In a particular problem, I have the following set of three evaluations involving matrices A, B, C of the SparseMatrixCSC type as

B' * A^{-} * B
B' * A^{-} * C
C' * A^{-} * C

Here,
shape(A) = (n, n)
shape(B) = (n, p)
shape(C) = (n, 1)

I have to deal with n > 1_000_000 and p up to 15.

I am currently using the following piece of code,

B' * (A \ B)
B' * (A \ C)
C' * (A \ C)

In another case, with n=700_000 and p = 9 evaluation took about 20 minutes on a system with 64GB RAM, 32 logical processors and 2.4GHz specifications.

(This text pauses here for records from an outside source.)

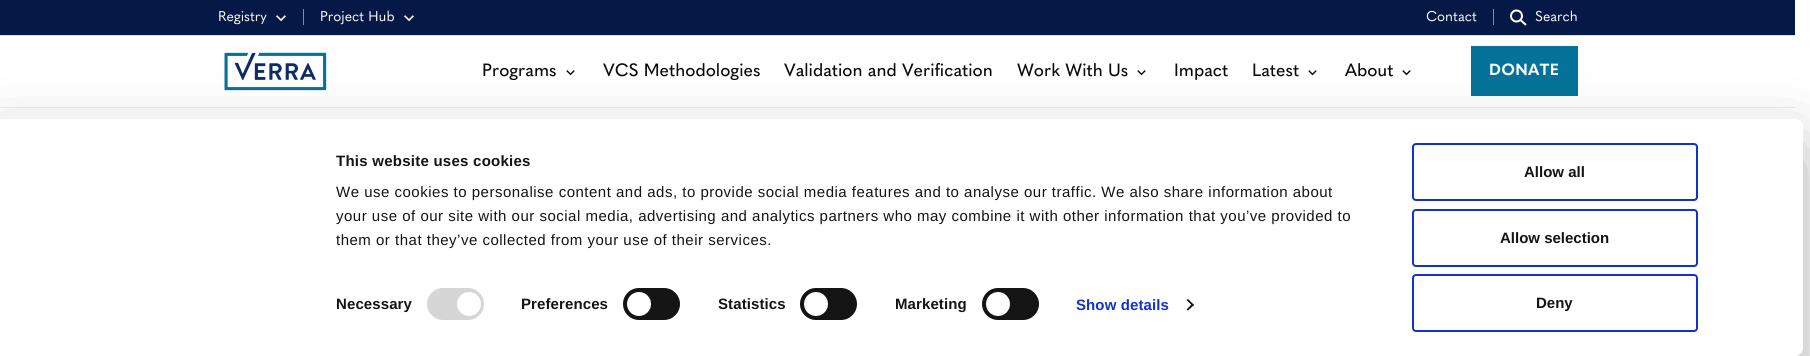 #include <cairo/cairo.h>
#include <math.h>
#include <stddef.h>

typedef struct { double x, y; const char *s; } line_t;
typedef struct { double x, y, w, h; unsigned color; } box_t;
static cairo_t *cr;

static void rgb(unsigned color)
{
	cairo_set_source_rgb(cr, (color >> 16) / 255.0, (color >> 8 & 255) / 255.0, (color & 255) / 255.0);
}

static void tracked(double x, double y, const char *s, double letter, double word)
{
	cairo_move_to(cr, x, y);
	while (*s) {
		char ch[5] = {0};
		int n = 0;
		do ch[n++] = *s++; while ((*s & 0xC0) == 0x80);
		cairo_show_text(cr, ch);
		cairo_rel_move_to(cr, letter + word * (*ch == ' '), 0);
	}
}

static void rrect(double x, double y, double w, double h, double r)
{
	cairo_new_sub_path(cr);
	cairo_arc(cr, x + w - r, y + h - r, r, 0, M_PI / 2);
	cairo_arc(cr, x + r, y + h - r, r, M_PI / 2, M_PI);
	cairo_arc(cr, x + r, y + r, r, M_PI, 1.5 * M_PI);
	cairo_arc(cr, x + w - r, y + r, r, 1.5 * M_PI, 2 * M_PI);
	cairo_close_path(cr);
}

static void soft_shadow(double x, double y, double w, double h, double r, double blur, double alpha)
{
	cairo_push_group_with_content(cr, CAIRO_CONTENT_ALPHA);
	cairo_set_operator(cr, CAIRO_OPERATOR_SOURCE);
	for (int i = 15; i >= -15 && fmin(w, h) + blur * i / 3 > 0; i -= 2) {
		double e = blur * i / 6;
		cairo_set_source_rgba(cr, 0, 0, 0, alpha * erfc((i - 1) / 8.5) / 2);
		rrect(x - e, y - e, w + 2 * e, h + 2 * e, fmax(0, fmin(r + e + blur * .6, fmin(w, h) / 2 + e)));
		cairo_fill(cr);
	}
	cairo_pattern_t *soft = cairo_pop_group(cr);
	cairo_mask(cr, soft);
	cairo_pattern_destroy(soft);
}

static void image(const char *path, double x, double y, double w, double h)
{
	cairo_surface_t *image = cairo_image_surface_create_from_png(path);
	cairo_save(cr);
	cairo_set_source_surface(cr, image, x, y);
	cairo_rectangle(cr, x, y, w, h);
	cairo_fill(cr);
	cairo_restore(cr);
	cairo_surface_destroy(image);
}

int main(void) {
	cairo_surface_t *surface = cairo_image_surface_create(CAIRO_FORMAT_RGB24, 1810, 356);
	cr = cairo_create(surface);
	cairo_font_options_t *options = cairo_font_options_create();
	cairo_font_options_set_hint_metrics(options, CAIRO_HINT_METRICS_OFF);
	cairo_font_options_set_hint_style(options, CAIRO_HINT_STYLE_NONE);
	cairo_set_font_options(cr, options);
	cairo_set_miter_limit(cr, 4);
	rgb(0xffffff);
	cairo_paint(cr);
	{
		static const box_t items[] = {
			{0, 107, 1795, 1, 0xeaeaea},
			{0, 0, 1795, 35, 0x061946},
			{0, 35, 1795, 1, 0xe0e0e0},
		};
		for (size_t i = 0; i < sizeof items / sizeof *items; i++) {
			rgb(items[i].color);
			cairo_rectangle(cr, items[i].x, items[i].y, items[i].w, items[i].h);
			cairo_fill(cr);
		}
	}
	image("img/1.png", 276, 15, 10, 7);
	rgb(0x838ca3);
	cairo_rectangle(cr, 303, 9, 1, 16);
	cairo_fill(cr);
	image("img/1.png", 404, 15, 10, 7);
	cairo_rectangle(cr, 1493, 9, 1, 16);
	cairo_fill(cr);
	cairo_arc(cr, 1516.5, 16, 5.5, 0, 2 * M_PI);
	rgb(0xffffff);
	cairo_stroke(cr);
	cairo_new_path(cr);
	cairo_move_to(cr, 1520.5, 20);
	cairo_line_to(cr, 1526, 25);
	cairo_stroke(cr);
	image("img/2.png", 224, 52, 103, 39);
	image("img/3.png", 566, 70, 9, 6);
	image("img/3.png", 1137, 70, 9, 6);
	image("img/3.png", 1308, 70, 9, 6);
	image("img/3.png", 1402, 70, 9, 6);
	rgb(0x047299);
	cairo_rectangle(cr, 1471, 46, 107, 50);
	cairo_fill(cr);
	rgb(0x000000);
	soft_shadow(-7, 149, 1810, 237, 8, 35, 0.3);
	rgb(0xffffff);
	rrect(-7, 119, 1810, 237, 8);
	cairo_fill(cr);
	rgb(0xd6d6d6);
	rrect(427, 288, 57, 32, 16);
	cairo_fill(cr);
	rgb(0xffffff);
	cairo_arc(cr, 469, 304, 12, 0, 2 * M_PI);
	cairo_fill(cr);
	rgb(0x141414);
	rrect(623, 288, 57, 32, 16);
	cairo_fill(cr);
	rgb(0xffffff);
	cairo_arc(cr, 639, 304, 12, 0, 2 * M_PI);
	cairo_fill(cr);
	rgb(0x141414);
	rrect(800, 288, 57, 32, 16);
	cairo_fill(cr);
	rgb(0xffffff);
	cairo_arc(cr, 816, 304, 12, 0, 2 * M_PI);
	cairo_fill(cr);
	rgb(0x141414);
	rrect(982, 288, 57, 32, 16);
	cairo_fill(cr);
	rgb(0xffffff);
	cairo_arc(cr, 998, 304, 12, 0, 2 * M_PI);
	cairo_fill(cr);
	rgb(0x141414);
	cairo_new_path(cr);
	cairo_move_to(cr, 1188, 299);
	cairo_line_to(cr, 1194, 305);
	cairo_line_to(cr, 1192.5, 306);
	cairo_line_to(cr, 1186.5, 300);
	cairo_close_path(cr);
	cairo_fill(cr);
	cairo_new_path(cr);
	cairo_move_to(cr, 1192.5, 303.5);
	cairo_line_to(cr, 1194, 305);
	cairo_line_to(cr, 1188, 310.5);
	cairo_line_to(cr, 1186.5, 309.5);
	cairo_close_path(cr);
	cairo_fill(cr);
	rrect(1413, 144, 284, 56, 3);
	rgb(0x1032cf);
	cairo_stroke(cr);
	rrect(1413, 210, 284, 56, 3);
	cairo_stroke(cr);
	rrect(1413, 275, 284, 56, 3);
	cairo_stroke(cr);
	cairo_select_font_face(cr, "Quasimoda", CAIRO_FONT_SLANT_NORMAL, CAIRO_FONT_WEIGHT_NORMAL);
	cairo_set_font_size(cr, 14);
	rgb(0xffffff);
	{
		static const line_t items[] = {
			{218, 21, "Registry"},
			{320, 21, "Project Hub"},
			{1426, 21, "Contact"},
			{1535, 21, "Search"},
		};
		for (size_t i = 0; i < sizeof items / sizeof *items; i++) {
			cairo_move_to(cr, items[i].x, items[i].y);
			cairo_show_text(cr, items[i].s);
		}
	}
	cairo_select_font_face(cr, "Quasimoda Medium", CAIRO_FONT_SLANT_NORMAL, CAIRO_FONT_WEIGHT_NORMAL);
	cairo_set_font_size(cr, 17.6);
	rgb(0x0a0a0a);
	{
		static const line_t items[] = {
			{482, 76, "Programs"},
			{603, 76, "VCS Methodologies"},
			{784, 76, "Validation and Verification"},
			{1017, 76, "Work With Us"},
			{1174, 76, "Impact"},
			{1252, 76, "Latest"},
			{1345, 76, "About"},
		};
		for (size_t i = 0; i < sizeof items / sizeof *items; i++) {
			cairo_move_to(cr, items[i].x, items[i].y);
			cairo_show_text(cr, items[i].s);
		}
	}
	cairo_select_font_face(cr, "Quasimoda", CAIRO_FONT_SLANT_NORMAL, CAIRO_FONT_WEIGHT_BOLD);
	cairo_set_font_size(cr, 16);
	rgb(0xffffff);
	tracked(1489, 75, "DONATE", 0.25, 0);
	cairo_save(cr);
	cairo_rectangle(cr, 336, 149, 1047, 103);
	cairo_clip(cr);
	cairo_select_font_face(cr, "Liberation Sans", CAIRO_FONT_SLANT_NORMAL, CAIRO_FONT_WEIGHT_BOLD);
	cairo_set_font_size(cr, 15);
	rgb(0x141414);
	tracked(336, 166, "This website uses cookies", 0.25, 0);
	cairo_restore(cr);
	cairo_select_font_face(cr, "Liberation Sans", CAIRO_FONT_SLANT_NORMAL, CAIRO_FONT_WEIGHT_NORMAL);
	cairo_set_font_size(cr, 15);
	rgb(0x141414);
	{
		static const line_t items[] = {
			{336, 197, "We use cookies to personalise content and ads, to provide social media features and to analyse our traffic. We also share information about"},
			{336, 221, "your use of our site with our social media, advertising and analytics partners who may combine it with other information that you’ve provided to"},
			{336, 245, "them or that they’ve collected from your use of their services."},
		};
		for (size_t i = 0; i < sizeof items / sizeof *items; i++) {
			tracked(items[i].x, items[i].y, items[i].s, 0.5, 0);
		}
	}
	cairo_select_font_face(cr, "Liberation Sans", CAIRO_FONT_SLANT_NORMAL, CAIRO_FONT_WEIGHT_BOLD);
	{
		static const line_t items[] = {
			{336, 309, "Necessary"},
			{521, 309, "Preferences"},
			{718, 309, "Statistics"},
			{895, 309, "Marketing"},
		};
		for (size_t i = 0; i < sizeof items / sizeof *items; i++) {
			tracked(items[i].x, items[i].y, items[i].s, 0.1, 0);
		}
	}
	rgb(0x1032cf);
	tracked(1076, 310, "Show details", 0.1, 0);
	rgb(0x141414);
	{
		static const line_t items[] = {
			{1524, 177, "Allow all"},
			{1500, 243, "Allow selection"},
			{1536, 308, "Deny"},
		};
		for (size_t i = 0; i < sizeof items / sizeof *items; i++) {
			cairo_move_to(cr, items[i].x, items[i].y);
			cairo_show_text(cr, items[i].s);
		}
	}
	cairo_surface_write_to_png(surface, "page.png");
	cairo_font_options_destroy(options);
	cairo_destroy(cr);
	cairo_surface_destroy(surface);
	return 0;
} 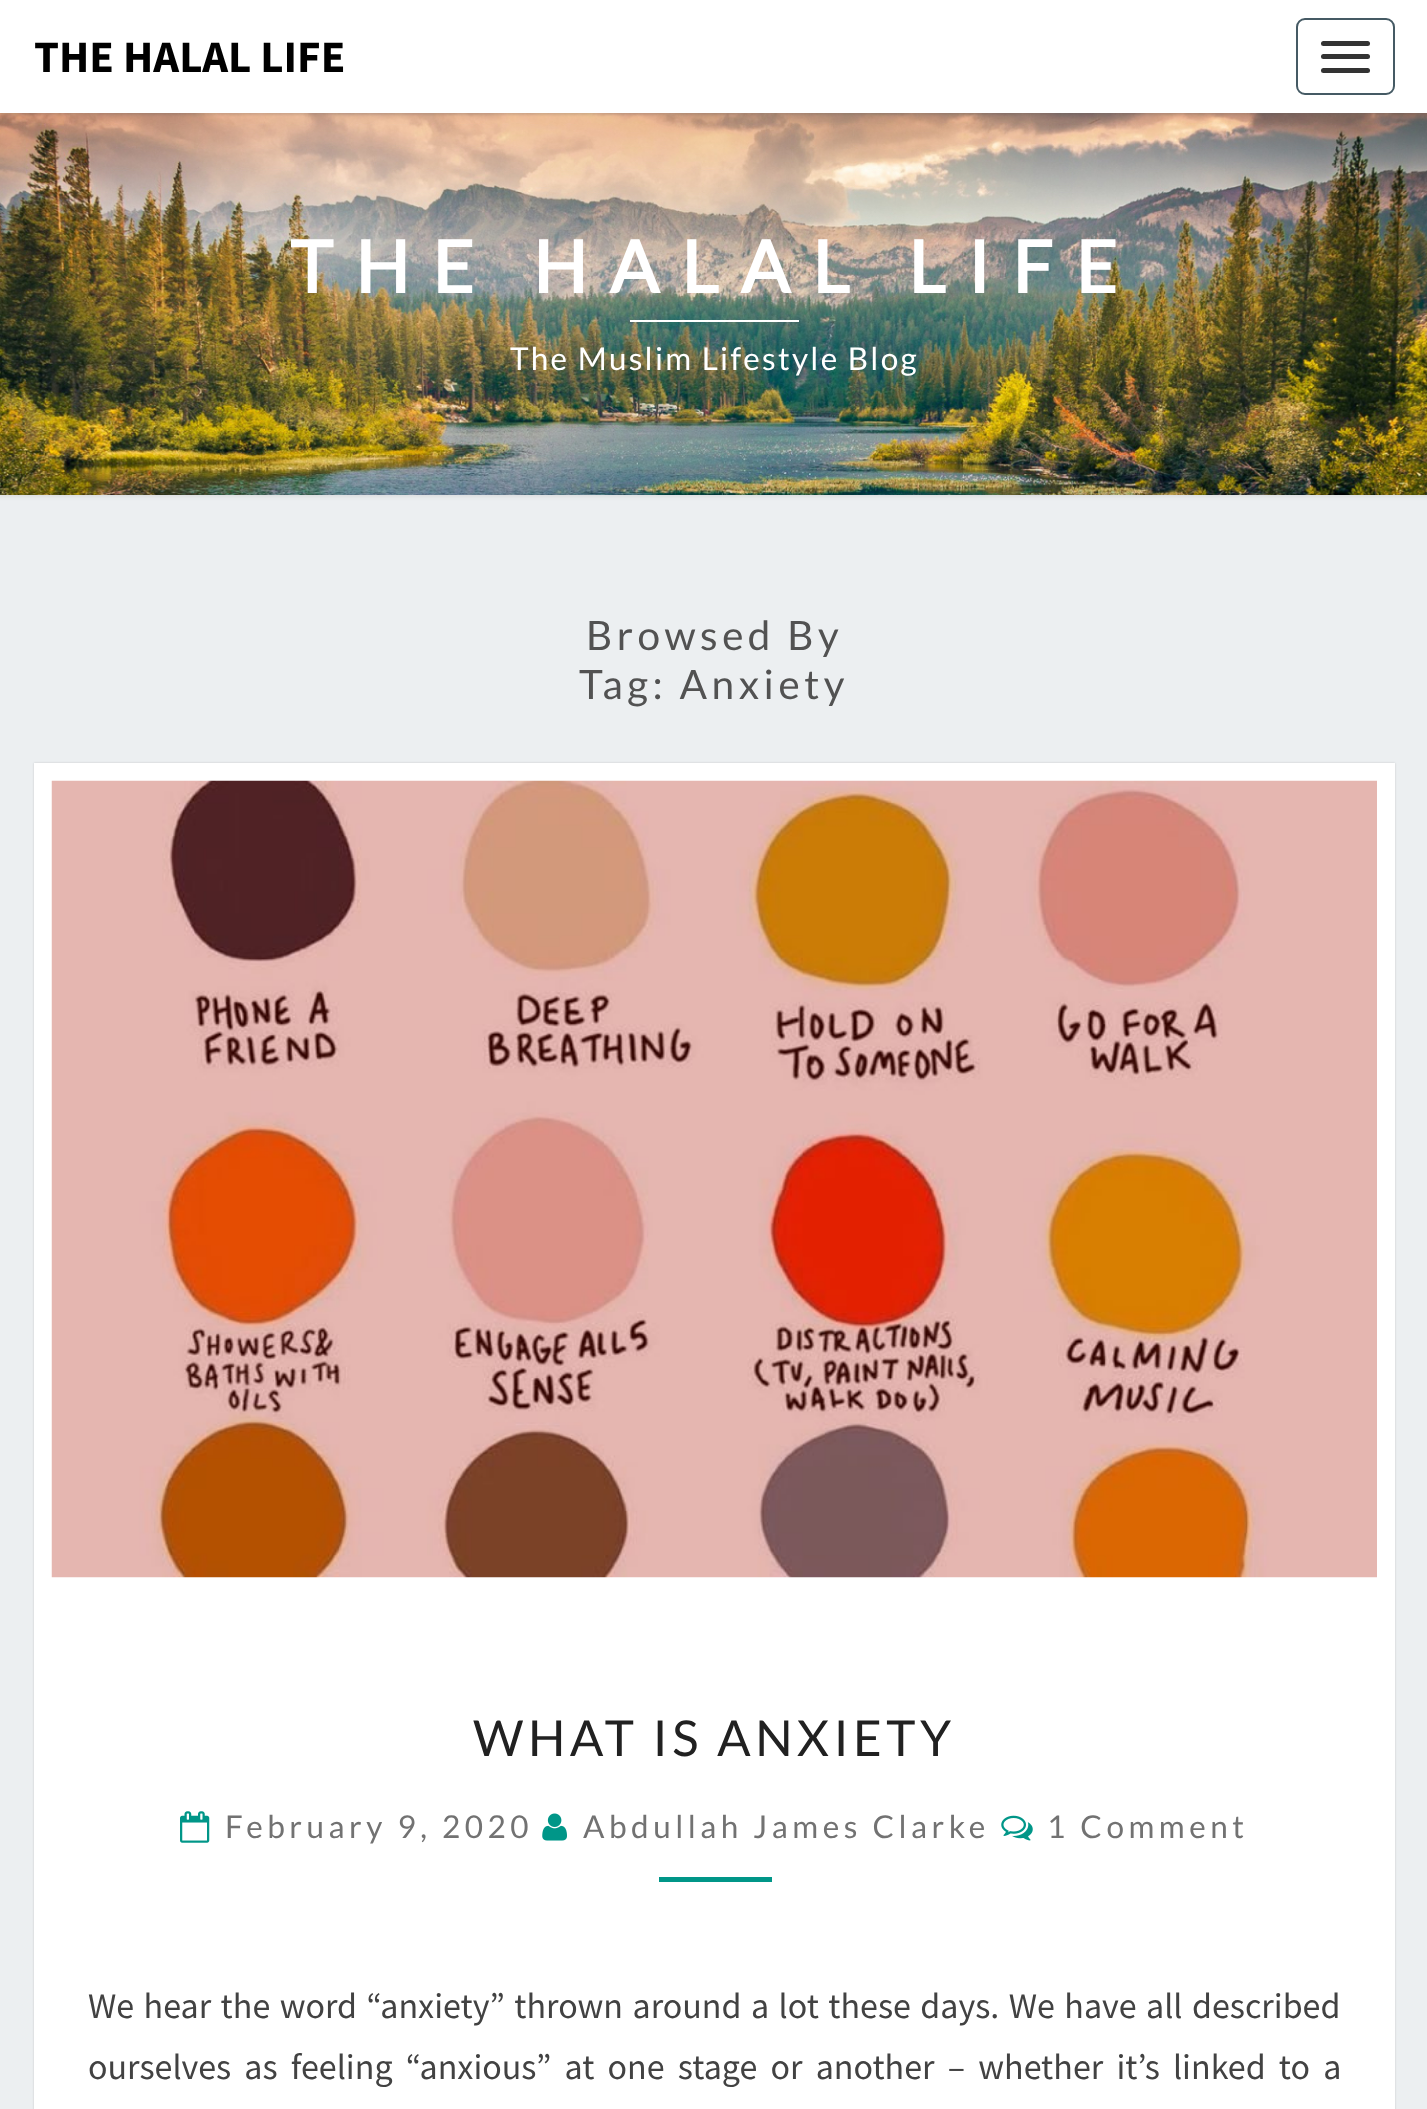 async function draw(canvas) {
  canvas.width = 1427;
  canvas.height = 2109;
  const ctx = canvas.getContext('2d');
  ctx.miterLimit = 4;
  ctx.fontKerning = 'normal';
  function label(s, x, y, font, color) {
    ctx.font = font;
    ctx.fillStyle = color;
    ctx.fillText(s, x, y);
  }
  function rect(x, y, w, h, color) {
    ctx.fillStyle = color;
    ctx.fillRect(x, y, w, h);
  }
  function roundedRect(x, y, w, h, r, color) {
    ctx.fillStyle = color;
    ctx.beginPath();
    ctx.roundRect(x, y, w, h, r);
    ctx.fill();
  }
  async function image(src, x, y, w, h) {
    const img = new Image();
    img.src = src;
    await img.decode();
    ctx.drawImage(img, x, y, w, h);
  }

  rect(0, 0, 1427, 2109, '#eceff1');
  ctx.fillStyle = '#b6b6b64d';
  ctx.filter = 'blur(2px)';
  ctx.beginPath();
  ctx.rect(-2, 110, 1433, 387);
  ctx.fill();
  ctx.filter = 'none';
  await image('assets/img1.png', 0, 113, 1427, 382);
  ctx.fillStyle = '#64646433';
  ctx.filter = 'blur(1px)';
  ctx.beginPath();
  ctx.rect(0, 2, 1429, 113);
  ctx.fill();
  ctx.filter = 'none';
  rect(0, 0, 1427, 113, '#fff');
  label('THE HALAL LIFE', 34, 72, 'bold 45px Source Sans Pro', '#000');
  ctx.beginPath();
  ctx.roundRect(1297, 19, 97, 75, 8);
  ctx.strokeStyle = '#455a64';
  ctx.lineWidth = 2;
  ctx.stroke();
  roundedRect(1321, 41, 49, 5, 2.5, '#333');
  roundedRect(1321, 54, 49, 5, 2.5, '#333');
  roundedRect(1321, 68, 49, 5, 2.5, '#333');
  ctx.letterSpacing = '22.5px';
  label('THE HALAL LIFE', 290, 293, 'bold 72px Lato', '#fff');
  rect(630, 320, 169, 2, '#fff');
  ctx.letterSpacing = '2.25px';
  label('The Muslim Lifestyle Blog', 510, 370, '31.5px Lato', '#fff');
  ctx.letterSpacing = '4.5px';
  label('Browsed By', 586, 650, '40.5px Lato', '#525252');
  label('Tag: Anxiety', 579, 699, '40.5px Lato', '#525252');
  ctx.fillStyle = '#00000026';
  ctx.filter = 'blur(1px)';
  ctx.beginPath();
  ctx.rect(34, 763, 1361, 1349);
  ctx.fill();
  ctx.filter = 'none';
  rect(34, 763, 1361, 1346, '#fff');
  await image('assets/img2.png', 51, 780, 1326, 798);
  label('WHAT IS ANXIETY', 473, 1756, '49.5px Lato', '#212121');
  await image('assets/img3.png', 180, 1811, 30, 32);
  label('February 9, 2020', 225, 1838, '31.5px Lato', '#727272');
  await image('assets/img4.png', 542, 1813, 25, 28);
  label('Abdullah James Clarke', 583, 1838, '31.5px Lato', '#727272');
  await image('assets/img5.png', 1001, 1815, 32, 26);
  label('1 Comment', 1047, 1838, '31.5px Lato', '#727272');
  rect(659, 1877, 113, 5, '#009688');
  ctx.letterSpacing = '0px';
  ctx.wordSpacing = '2.25px';
  label('We hear the word “anxiety” thrown around a lot these days. We have all described', 88, 2018, '36px Source Sans Pro', '#424242');
  ctx.wordSpacing = '6px';
  label('ourselves as feeling “anxious” at one stage or another – whether it’s linked to a', 88, 2079, '36px Source Sans Pro', '#424242');
}

draw(document.querySelector('canvas'));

On the same machine, n = 500_000 along with p = 12 is giving OutOfMemoryError(). Then, I tried on a node of the HPC cluster with 128GB RAM, where it didn’t either give outofMemoryError() or didn’t finish even after 2 hours.
This is despite the fact that the number of elements in the first and second cases is in the same range (about 6_000_000).

Please let me know
1. Is the procedure I am using computationally efficient?
2. Any tricks/workarounds for dealing with large matrices where n>1_000_000 and p>10.

Thanks, in advance.

How many nonzeros?

Is A structured at all? Like, is it symmetric, antisymmetric, something? If it is, there might be some tricks you could do.

Otherwise, one improvement would be to form A_lu = lu(A) and use that instead of A in the operations. Basically it does the slow and hard part of the equation solving upfront, so you don’t have to do it three times.

2 Likes

Thanks, Gustaphe.

Yes, A is the symmetric and positive definite matrix. Also, non-zero terms of A are expected to form a banded pattern about the main diagonal.

then use BandedMatrices.jl it will be way faster (at least 10x).

1 Like

For general SPD matrices there’s the cholesky decomposition (replace lu by chol above). I don’t know how that compares to/interacts with bandedness. There is an implementation in BandedMatrices.jl for LU composition though, so I would probably use that.